Can SPX eventually surmount resistance at 1360 (pending a routine correction to 1260?) and make it to 1500 by the end of 'i12' [short for our new tag line 'inflationary 2012']. What about a measured 1600? Let's manage current resistance and the probability of oncoming correction first, before we think about crazy (and by the way, quite doable) upside targets. But there they are.
Might the Nasdaq 100 also have designs on higher levels? A pullback and successful test of the green shaded support zone at around 2400 could provide the fuel for an eventual lift to the 2800+ area if 'i12' remains on track. Again, think about the roles silver and especially the Silver-Gold ratio [SGR] play in all of this. If SGR has completed its downside as an economic destruction indicator, it would give the all clear for many asset markets to continue to rally for an intermediate cycle. If the SGR has not bottomed well, not so much.
The NYL World Leaders index is at an important juncture. It has just crossed above a resistance line, which it will now try to turn to support at 5500. MACD has not yet gone zero+, but is close. A break of the red dotted line would be bullish and a failure and turn back down below fledgling support would be, again... not so much.

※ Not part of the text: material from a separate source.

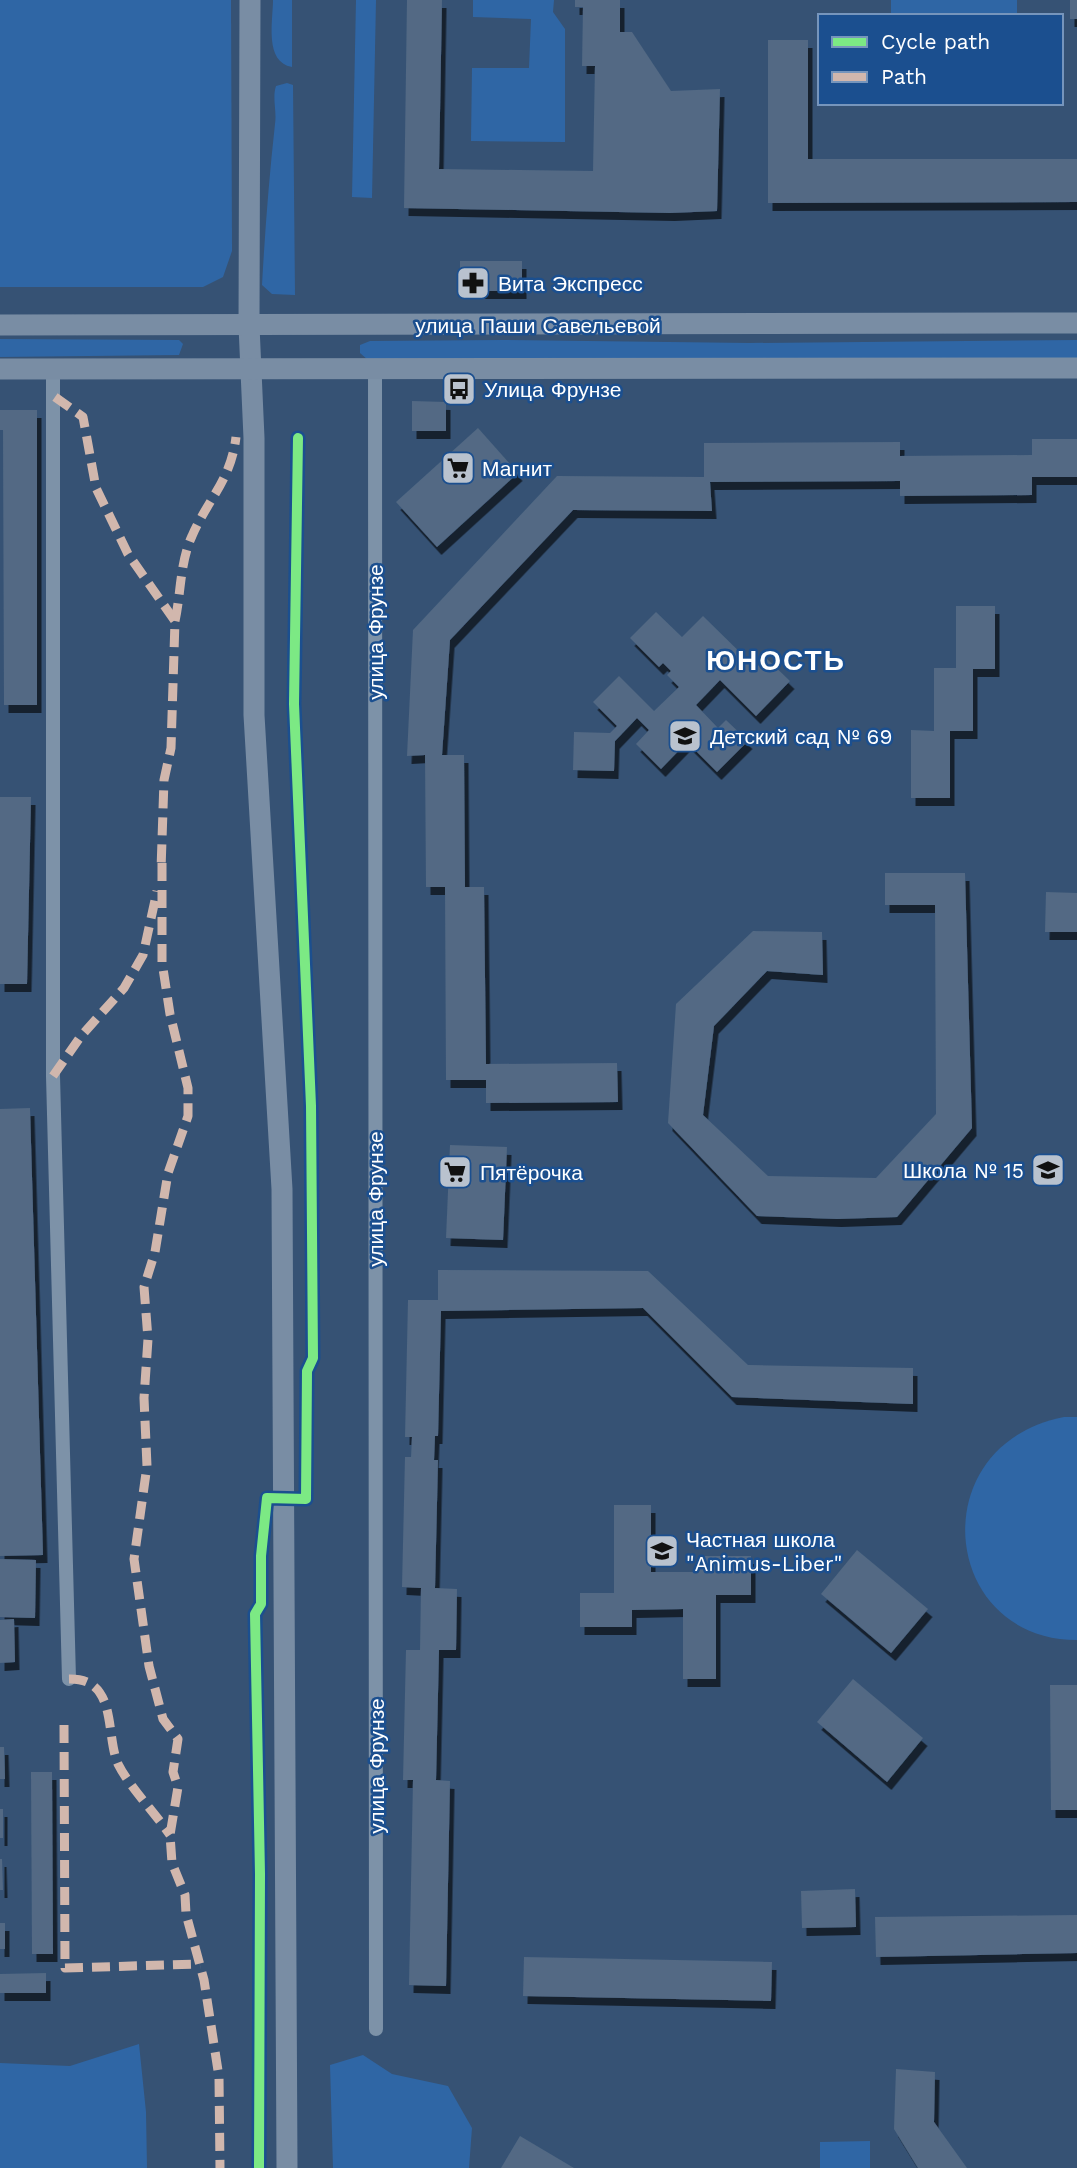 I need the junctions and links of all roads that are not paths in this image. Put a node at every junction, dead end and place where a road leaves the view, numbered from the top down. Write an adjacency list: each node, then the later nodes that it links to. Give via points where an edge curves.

The China 25 ETF shown below is a perfect illustration as to the predicament that many global markets are in. As noted in previous NFTRH, the bottoming pattern measures to a target of 49, which just happens to coincide with the upper trend line (got to love the confluence), BUT... FXI is dealing with a lower trend line that coincides with a thin range whereby the ETF deals with resistance just above and support just below (got to love the confluence).
This battle will define the near to intermediate future of FXI, as will many other battles going on out there in US and global markets. This is a bottoming pattern and 49 is the upside target. FXI has hit the expected resistance zone, along with various emerging and developed markets. If the resistance proves to be routine, perhaps we can load the upside target. But if any corrections prove to be significant, it will not take much to break this bottoming scenario. Stay tuned.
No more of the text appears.